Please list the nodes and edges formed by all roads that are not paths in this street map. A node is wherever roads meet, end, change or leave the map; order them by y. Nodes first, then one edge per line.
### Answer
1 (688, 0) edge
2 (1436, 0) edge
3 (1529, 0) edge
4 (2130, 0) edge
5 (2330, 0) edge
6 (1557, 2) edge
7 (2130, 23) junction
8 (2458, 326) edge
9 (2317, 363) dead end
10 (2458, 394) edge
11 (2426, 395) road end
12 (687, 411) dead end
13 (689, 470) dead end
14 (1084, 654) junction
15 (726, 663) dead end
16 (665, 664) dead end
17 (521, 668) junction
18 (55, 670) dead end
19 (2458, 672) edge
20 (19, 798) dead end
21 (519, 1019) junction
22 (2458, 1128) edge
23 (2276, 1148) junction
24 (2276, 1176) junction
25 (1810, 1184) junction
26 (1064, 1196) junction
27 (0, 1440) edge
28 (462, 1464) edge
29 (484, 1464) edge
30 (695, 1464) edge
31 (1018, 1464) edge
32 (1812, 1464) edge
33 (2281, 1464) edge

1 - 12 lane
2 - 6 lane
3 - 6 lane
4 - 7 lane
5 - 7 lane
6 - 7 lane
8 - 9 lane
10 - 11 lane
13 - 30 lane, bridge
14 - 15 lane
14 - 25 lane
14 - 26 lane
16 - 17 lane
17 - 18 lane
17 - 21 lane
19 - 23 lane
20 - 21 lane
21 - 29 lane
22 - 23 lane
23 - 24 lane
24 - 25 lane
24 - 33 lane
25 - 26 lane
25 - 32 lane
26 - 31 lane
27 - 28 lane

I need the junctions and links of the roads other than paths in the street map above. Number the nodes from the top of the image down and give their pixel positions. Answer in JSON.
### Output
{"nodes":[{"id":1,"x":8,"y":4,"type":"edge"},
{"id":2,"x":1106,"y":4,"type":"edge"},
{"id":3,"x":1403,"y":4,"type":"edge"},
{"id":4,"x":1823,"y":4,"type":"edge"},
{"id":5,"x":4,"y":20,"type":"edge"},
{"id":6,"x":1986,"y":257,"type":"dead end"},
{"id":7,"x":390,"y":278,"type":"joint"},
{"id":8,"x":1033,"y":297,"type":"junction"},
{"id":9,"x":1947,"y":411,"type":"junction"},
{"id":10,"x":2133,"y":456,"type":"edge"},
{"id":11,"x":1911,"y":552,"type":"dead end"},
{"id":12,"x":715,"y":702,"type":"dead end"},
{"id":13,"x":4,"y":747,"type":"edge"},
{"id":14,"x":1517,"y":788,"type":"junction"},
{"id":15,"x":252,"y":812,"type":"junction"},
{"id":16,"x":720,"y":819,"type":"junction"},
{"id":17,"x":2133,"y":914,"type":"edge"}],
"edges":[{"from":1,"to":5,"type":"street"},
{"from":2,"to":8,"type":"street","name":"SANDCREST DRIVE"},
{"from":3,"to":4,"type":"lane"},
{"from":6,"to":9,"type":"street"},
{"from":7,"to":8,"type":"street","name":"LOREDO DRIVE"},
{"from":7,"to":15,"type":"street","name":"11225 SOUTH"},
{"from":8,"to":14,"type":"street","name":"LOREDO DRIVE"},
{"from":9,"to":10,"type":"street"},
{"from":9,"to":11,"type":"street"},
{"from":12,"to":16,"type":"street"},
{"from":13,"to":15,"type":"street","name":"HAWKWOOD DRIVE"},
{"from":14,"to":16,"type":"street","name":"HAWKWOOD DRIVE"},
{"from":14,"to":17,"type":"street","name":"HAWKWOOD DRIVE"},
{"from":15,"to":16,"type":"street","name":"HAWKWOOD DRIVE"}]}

WHAT THE TASK ASKS: Nothing is to be left out. Repeat the whole listing exactly.

RESULT:
Please list the nodes and edges formed by all roads that are not paths in this street map. A node is wherever roads meet, end, change or leave the map; order them by y. Nodes first, then one edge per line.
### Answer
1 (688, 0) edge
2 (1436, 0) edge
3 (1529, 0) edge
4 (2130, 0) edge
5 (2330, 0) edge
6 (1557, 2) edge
7 (2130, 23) junction
8 (2458, 326) edge
9 (2317, 363) dead end
10 (2458, 394) edge
11 (2426, 395) road end
12 (687, 411) dead end
13 (689, 470) dead end
14 (1084, 654) junction
15 (726, 663) dead end
16 (665, 664) dead end
17 (521, 668) junction
18 (55, 670) dead end
19 (2458, 672) edge
20 (19, 798) dead end
21 (519, 1019) junction
22 (2458, 1128) edge
23 (2276, 1148) junction
24 (2276, 1176) junction
25 (1810, 1184) junction
26 (1064, 1196) junction
27 (0, 1440) edge
28 (462, 1464) edge
29 (484, 1464) edge
30 (695, 1464) edge
31 (1018, 1464) edge
32 (1812, 1464) edge
33 (2281, 1464) edge

1 - 12 lane
2 - 6 lane
3 - 6 lane
4 - 7 lane
5 - 7 lane
6 - 7 lane
8 - 9 lane
10 - 11 lane
13 - 30 lane, bridge
14 - 15 lane
14 - 25 lane
14 - 26 lane
16 - 17 lane
17 - 18 lane
17 - 21 lane
19 - 23 lane
20 - 21 lane
21 - 29 lane
22 - 23 lane
23 - 24 lane
24 - 25 lane
24 - 33 lane
25 - 26 lane
25 - 32 lane
26 - 31 lane
27 - 28 lane

I need the junctions and links of the roads other than paths in the street map above. Number the nodes from the top of the image down and give their pixel positions. Answer in JSON.
### Output
{"nodes":[{"id":1,"x":8,"y":4,"type":"edge"},
{"id":2,"x":1106,"y":4,"type":"edge"},
{"id":3,"x":1403,"y":4,"type":"edge"},
{"id":4,"x":1823,"y":4,"type":"edge"},
{"id":5,"x":4,"y":20,"type":"edge"},
{"id":6,"x":1986,"y":257,"type":"dead end"},
{"id":7,"x":390,"y":278,"type":"joint"},
{"id":8,"x":1033,"y":297,"type":"junction"},
{"id":9,"x":1947,"y":411,"type":"junction"},
{"id":10,"x":2133,"y":456,"type":"edge"},
{"id":11,"x":1911,"y":552,"type":"dead end"},
{"id":12,"x":715,"y":702,"type":"dead end"},
{"id":13,"x":4,"y":747,"type":"edge"},
{"id":14,"x":1517,"y":788,"type":"junction"},
{"id":15,"x":252,"y":812,"type":"junction"},
{"id":16,"x":720,"y":819,"type":"junction"},
{"id":17,"x":2133,"y":914,"type":"edge"}],
"edges":[{"from":1,"to":5,"type":"street"},
{"from":2,"to":8,"type":"street","name":"SANDCREST DRIVE"},
{"from":3,"to":4,"type":"lane"},
{"from":6,"to":9,"type":"street"},
{"from":7,"to":8,"type":"street","name":"LOREDO DRIVE"},
{"from":7,"to":15,"type":"street","name":"11225 SOUTH"},
{"from":8,"to":14,"type":"street","name":"LOREDO DRIVE"},
{"from":9,"to":10,"type":"street"},
{"from":9,"to":11,"type":"street"},
{"from":12,"to":16,"type":"street"},
{"from":13,"to":15,"type":"street","name":"HAWKWOOD DRIVE"},
{"from":14,"to":16,"type":"street","name":"HAWKWOOD DRIVE"},
{"from":14,"to":17,"type":"street","name":"HAWKWOOD DRIVE"},
{"from":15,"to":16,"type":"street","name":"HAWKWOOD DRIVE"}]}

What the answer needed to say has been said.